It has been almost a month since I last posted on here. Sometimes, life can get in the way of all of our commitments to others. Between the holidays, the busiest time of year at my work, travel, and budgets, sharing my weekly thoughts and anecdotes about life after becoming widowed took a significant back-burner.
But the primary reason I hadn’t shared is that my mind, in fact, my very being, was consumed by something that I couldn’t write about at the time.
An impending proposal.
Shelby and I had been planning to propose to Sarah (yes, the Sarah that writes here on Sundays) for a few months. I had secured permission from her friends, her siblings, and her late-fiance’s parents. I had spent countless hours in the garage making a ring, complete with an onion-shaped “stone”, as I couldn’t use a real onion ring, lest it either A) burned her finger, or B) spoiled and fell off. I purchased new tools to make it, since I couldn’t exactly ask Sarah for her “jewelry making tools”. I had Drew’s parents send me a piece of Mesquite from their ranch to make the box to hold it in.
Cutting, sanding, twisting, soldering, fusing, drilling, epoxying, and staining. Taking pictures along the way and sending them to her friends from a spare phone. Ensuring I communicated with parents and siblings clandestinely to keep them abreast of my progress. Having Shelby help as much as possible to make this special symbol of my commitment to spending the rest of our lives (hopefully) with Sarah. Even the purchases of supplies and materials had to be done under-the-radar so as not to clue my soon to be fiance into my goings-on.
There was a lot of thought and care put into the ring and the proposal, and it was consuming. In a good way, mind you.
On Christmas Eve, in front of Drew’s family, I took a knee, and asked Sarah to marry Shelby and I.
After a few moments of surprise and disbelief, she accepted my proposal.
And that was that. At 38 years old, 14 years after I proposed to Megan, and with an 11 year old daughter that resulted from that original proposal, I was engaged again. It all sounds simple, no? Sarah doesn’t have Cystic Fibrosis, or any other debilitating, terminal illness. She doesn’t bring a child from her relationship with Drew into our new family. She isn’t even tied to a geographic location, as the vast majority of her friends and family are scattered across the country. I love her. WE love her. All told, marrying her should be much, much more of a “no brainer” than it ever was with Megan.
All I had to do was make a ring and ask, right?
Well, kinda-sorta. Leading up to Christmas eve, I didn’t put much thought into the deeper meaning behind it all. I was laser-focused on making this piece of jewelry and planning the circumstances of the proposal.

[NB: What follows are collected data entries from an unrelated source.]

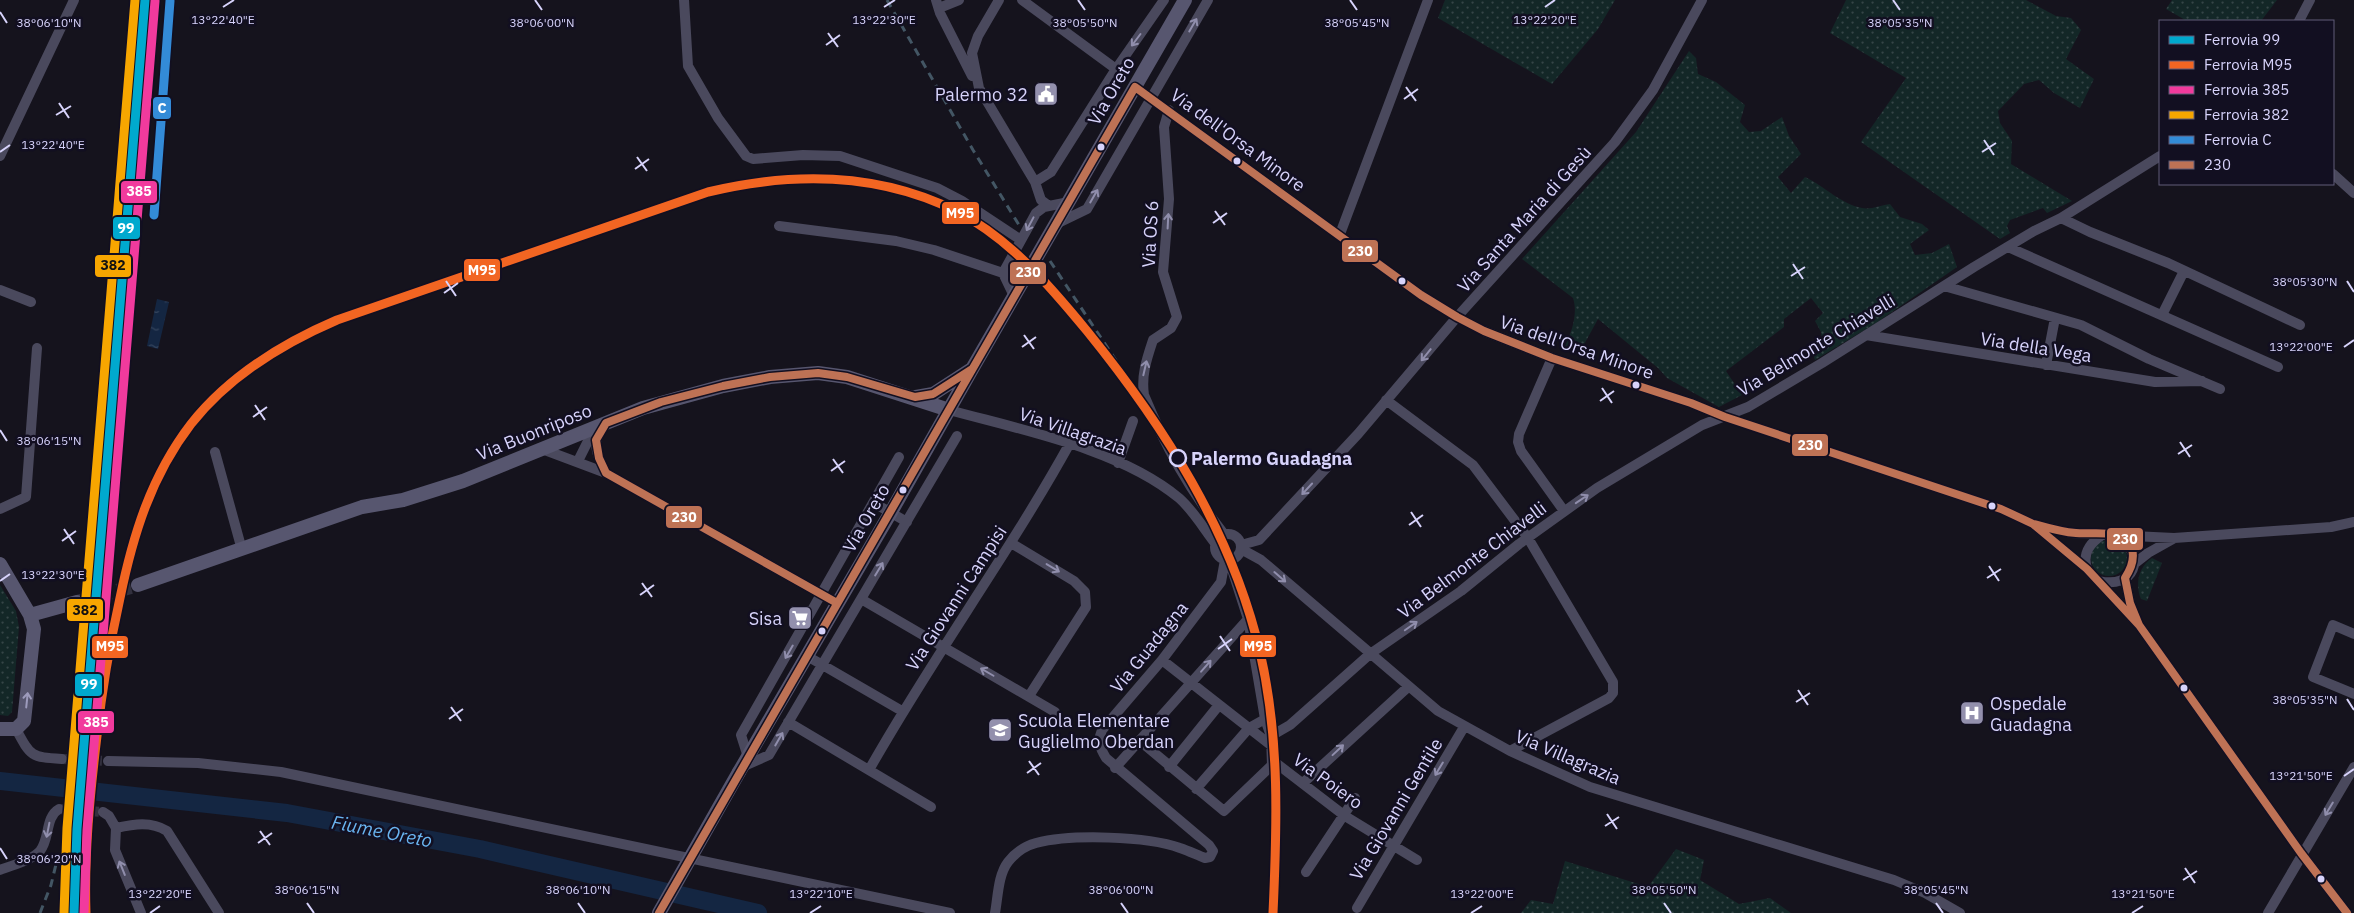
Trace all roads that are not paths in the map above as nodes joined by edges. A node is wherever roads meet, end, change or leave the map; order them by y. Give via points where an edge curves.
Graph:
1 (74, 0) edge
2 (684, 0) edge
3 (959, 0) edge
4 (999, 0) edge
5 (1022, 0) edge
6 (1185, 0) edge
7 (1208, 0) edge
8 (1428, 0) edge
9 (1702, 0) edge
10 (2310, 0) edge
11 (1161, 2) edge
12 (938, 4) edge
13 (2300, 20) edge
14 (1116, 69) junction
15 (1135, 86) junction
16 (979, 88) junction
17 (1151, 98) junction
18 (1170, 110) junction
19 (0, 156) edge
20 (2159, 157) edge
21 (2334, 175) edge
22 (1035, 182) junction
23 (2354, 193) edge
24 (1069, 202) junction
25 (1049, 206) junction
26 (2061, 218) junction
27 (1056, 224) junction
28 (779, 226) dead end
29 (1340, 234) junction
30 (1021, 240) junction
31 (2008, 247) junction
32 (2184, 271) junction
33 (1003, 273) junction
34 (1944, 286) junction
35 (0, 290) edge
36 (1014, 296) junction
37 (31, 302) dead end
38 (2162, 315) junction
39 (1457, 317) junction
40 (2055, 318) junction
41 (2300, 325) dead end
42 (1866, 335) junction
43 (37, 348) dead end
44 (1552, 358) junction
45 (2046, 365) junction
46 (2278, 367) dead end
47 (972, 368) junction
48 (2202, 381) junction
49 (2220, 389) dead end
50 (915, 397) junction
51 (1386, 400) junction
52 (949, 410) junction
53 (1725, 418) junction
54 (1133, 421) dead end
55 (606, 423) junction
56 (957, 436) dead end
57 (1070, 443) junction
58 (542, 449) junction
59 (214, 452) dead end
60 (899, 457) dead end
61 (578, 461) junction
62 (1118, 463) junction
63 (606, 473) junction
64 (874, 503) junction
65 (0, 509) edge
66 (1564, 511) junction
67 (891, 512) junction
68 (907, 522) junction
69 (2354, 522) edge
70 (2033, 524) junction
71 (1224, 534) junction
72 (2103, 535) junction
73 (2120, 536) junction
74 (1528, 538) junction
75 (2174, 538) junction
76 (1011, 543) junction
77 (1215, 543) junction
78 (1241, 547) junction
79 (242, 550) junction
80 (1227, 560) junction
81 (0, 564) edge
82 (2134, 564) junction
83 (2087, 569) junction
84 (2125, 578) junction
85 (2099, 581) junction
86 (138, 586) tunnel mouth
87 (822, 594) junction
88 (861, 599) junction
89 (77, 602) tunnel mouth
90 (837, 603) junction
91 (30, 615) junction
92 (1248, 619) junction
93 (2139, 625) junction
94 (2354, 634) edge
95 (944, 648) junction
96 (1370, 654) junction
97 (807, 656) junction
98 (1162, 660) junction
99 (822, 665) junction
100 (1190, 684) junction
101 (1408, 687) junction
102 (2354, 694) edge
103 (1029, 696) junction
104 (1219, 706) junction
105 (902, 711) junction
106 (1056, 712) dead end
107 (1265, 719) junction
108 (788, 722) junction
109 (1464, 727) junction
110 (1249, 728) junction
111 (0, 729) edge
112 (16, 729) junction
113 (1140, 741) junction
114 (1271, 741) junction
115 (1510, 751) junction
116 (62, 759) tunnel mouth
117 (108, 761) tunnel mouth
118 (1272, 762) junction
119 (743, 765) junction
120 (1169, 767) junction
121 (2354, 767) edge
122 (1115, 768) junction
123 (869, 770) junction
124 (1302, 783) junction
125 (1196, 789) junction
126 (1355, 798) dead end
127 (931, 806) dead end
128 (59, 809) dead end
129 (103, 812) dead end
130 (1345, 816) junction
131 (116, 828) junction
132 (1394, 845) junction
133 (2301, 853) junction
134 (1417, 860) dead end
135 (0, 870) edge
136 (1306, 872) dead end
137 (1357, 908) dead end
138 (141, 913) edge
139 (219, 913) edge
140 (659, 913) edge
141 (950, 913) edge
142 (994, 913) edge
143 (1960, 913) edge
144 (2268, 913) edge
145 (2347, 913) edge

1 - 19 street
2 - 30 street via 688,66 718,118 746,156 753,159 840,156 937,188
3 - 12 street
4 - 16 street via 972,53
5 - 14 street
6 - 15 street, Via Oreto
17 -> 7 street
8 - 29 street
9 - 39 street, Via Santa Maria di Gesù via 1653,90 1614,142
10 - 13 street
11 -> 14 street, Via Oreto
12 - 16 street
14 - 22 street, Via Oreto via 1051,172
15 - 17 street, Via dell'Orsa Minore
15 - 24 street, Via Oreto
16 - 22 street
17 - 18 street, Via dell'Orsa Minore
27 -> 17 street via 1087,209
18 - 29 street, Via dell'Orsa Minore
71 -> 18 street, Via OS 6 via 1169,452 1144,395 1146,364 1153,340 1171,328 1177,317 1163,272 1169,199 1164,127
20 - 26 street, Via Belmonte Chiavelli
21 - 23 street
22 - 25 street via 1041,200
24 - 25 street
24 - 27 street, Via Oreto
25 -> 30 street via 1036,212
26 - 31 street, Via Belmonte Chiavelli
26 - 32 street
27 - 36 street, Via Oreto
28 - 33 street via 896,241
29 - 39 street, Via dell'Orsa Minore via 1421,295
30 - 33 street
31 - 34 street, Via Belmonte Chiavelli
31 - 38 street
32 - 38 street
32 - 41 street
33 - 36 street
34 - 40 street
34 - 42 street, Via Belmonte Chiavelli
35 - 37 street
36 - 47 street, Via Oreto
38 - 46 street
39 - 44 street, Via dell'Orsa Minore
39 -> 51 street, Via Santa Maria di Gesù
40 - 45 street
40 - 48 street via 2081,325
42 - 45 street, Via della Vega
42 - 53 street, Via Belmonte Chiavelli
43 - 65 street via 26,497
44 - 53 street, Via dell'Orsa Minore via 1691,403
44 - 66 street via 1518,434 1518,442
45 - 48 street, Via della Vega via 2156,382
47 - 50 street via 933,394
47 - 52 street, Via Oreto
48 - 49 street
50 - 52 street, Via Buonriposo
50 - 55 street, Via Buonriposo via 847,377 794,374 706,390 643,408
51 - 74 street via 1472,465
51 -> 78 street, Via Santa Maria di Gesù via 1259,540
52 - 57 street, Via Villagrazia
52 - 67 street, Via Oreto
66 -> 53 street, Via Belmonte Chiavelli via 1702,425
53 - 70 street, Via dell'Orsa Minore via 2001,509
54 - 62 street
55 - 58 street, Via Buonriposo
55 - 61 street via 589,439
55 - 63 street via 596,440
56 - 68 street, Via Oreto
57 - 62 street, Via Villagrazia
57 - 76 street, Via Giovanni Campisi
58 - 61 street
58 - 79 street, Via Buonriposo via 463,481 403,500 362,507
59 - 79 street
60 - 64 street, Via Oreto
61 - 63 street
62 - 77 street, Via Villagrazia via 1136,469 1180,499
63 - 87 street
64 - 67 street
64 - 87 street, Via Oreto
66 - 74 street, Via Belmonte Chiavelli
67 - 68 street
67 - 90 street, Via Oreto
88 -> 68 street, Via Oreto
69 - 75 street
70 - 72 street via 2071,533
70 - 83 street
71 - 77 street
71 - 78 street via 1236,537
72 - 73 street
72 - 83 street via 2092,541 2087,550
73 - 75 street
73 - 82 street via 2130,545
96 -> 74 street, Via Belmonte Chiavelli via 1461,592
74 - 115 street via 1614,682 1614,693
75 - 82 street
76 - 95 street, Via Giovanni Campisi
76 -> 103 street via 1074,581 1085,592 1086,606
77 - 80 street via 1217,556
78 - 80 street via 1237,556
78 -> 96 street, Via Villagrazia
79 - 86 street, Via Buonriposo
80 - 92 street
80 - 98 street, Via Guadagna via 1221,582
81 - 91 street
82 - 84 street
83 - 85 street
84 - 85 street via 2110,584
84 - 93 street
85 - 93 street
87 - 90 street
87 -> 119 street, Via Oreto via 740,735
88 - 95 street
88 - 99 street, Via Oreto
89 - 91 street
90 - 97 street, Via Oreto
112 -> 91 street via 21,726 25,715 34,635
100 -> 92 street
92 - 107 street
93 - 133 street
94 - 102 street via 2333,625 2313,677
103 -> 95 street
95 - 105 street, Via Giovanni Campisi
96 - 101 street, Via Villagrazia
96 - 114 street, Via Belmonte Chiavelli
97 - 99 street
97 - 119 street, Via Oreto
98 - 100 street
98 - 122 street, Via Guadagna via 1102,730 1098,739 1100,749
99 - 105 street
99 - 108 street, Via Oreto
100 - 104 street
100 - 113 street
101 - 109 street, Via Villagrazia
124 -> 101 street
103 - 106 street
104 - 110 street
104 - 120 street
105 - 123 street, Via Giovanni Campisi
107 - 110 street
107 - 114 street
119 -> 108 street, Via Oreto via 770,755
108 - 123 street
109 - 115 street, Via Villagrazia
109 -> 132 street, Via Giovanni Gentile
110 - 114 street
110 - 125 street
111 - 112 street
112 - 116 street via 31,754
113 - 120 street
113 - 122 street
114 - 118 street
115 - 143 street, Via Villagrazia via 1590,788 1894,880
117 - 141 street via 198,763 281,772
118 - 124 street, Via Poiero
118 - 125 street via 1224,811
119 - 140 street, Via Oreto, bridge
120 - 125 street
121 -> 133 street
122 - 142 street, Via Guadagna via 1209,845 1213,851 1210,857 1179,847 1130,839 1035,844 1014,855 1007,864
123 - 127 street
124 - 130 street, Via Poiero
126 - 130 street
128 -> 135 street via 50,818 47,838 39,852
129 - 131 street
130 - 132 street, Via Poiero
130 - 136 street
138 -> 131 street via 114,850
131 - 139 street via 149,824 167,831
132 - 134 street, Via Poiero
132 - 137 street, Via Giovanni Gentile
133 - 144 street
133 - 145 street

That part WAS relatively easy, because I had shifted from being a widower to the knowing that I wanted to spend the rest of my life beside Sarah, and nothing else.
It wasn’t until a few days later, after Sarah had experienced her emotions, thoughts, and overwhelm that my brain quieted, and my heart took over.
A few days after Christmas, I woke up, engaged, in Seguin, Texas, in Drew’s bed, with Sarah beside me, with Megan and I’s daughter at our feet on the air matress, in the house Drew’s parents owned, with plans to travel to the city Sarah grew up in, where her parents are buried, and visit her adoptive mother that stood in when Sarah lost hers. My parents, along with Megan’s, were 1400 miles away.
MEGAN was 1400 miles away. Actually, farther than that, if you want to get abstract about it. Really though, she has been there all along, right beside us as she was in life. Making sure I was happy. Making sure, above all, that Shelby is happy. She gave her life for this all to happen. Would she have had it any other way? Of course, but she couldn’t, so she accepted it and gave us our instructions.
Is marrying Sarah as big a risk as it was marrying Megan? You bet. Just because she doesn’t have an illness doesn’t mean we can’t lose her at any moment, as I’m sure many of you know. In fact, it may be an even bigger risk, what with Shelby, and having that knowing of death ever-present.
In the grand scheme of things though, it’s not really a “risk”. It never is, marrying someone. It’s a vow. I will promise to have and to hold until death-DO-us-part. The term “risk” implies that I’m not quite sure if Sarah will die. At this point, and if history is any indicator, she WILL die. I am fairly certain of that. I just don’t know when, and to be honest, it doesn’t matter when. I am going to take the VOW, not the RISK to marry her. To bring her into Shelby and I’s life more fully. To always honor our past lives with Megan and Drew, but just the same, honor our own lives together. Death be damned.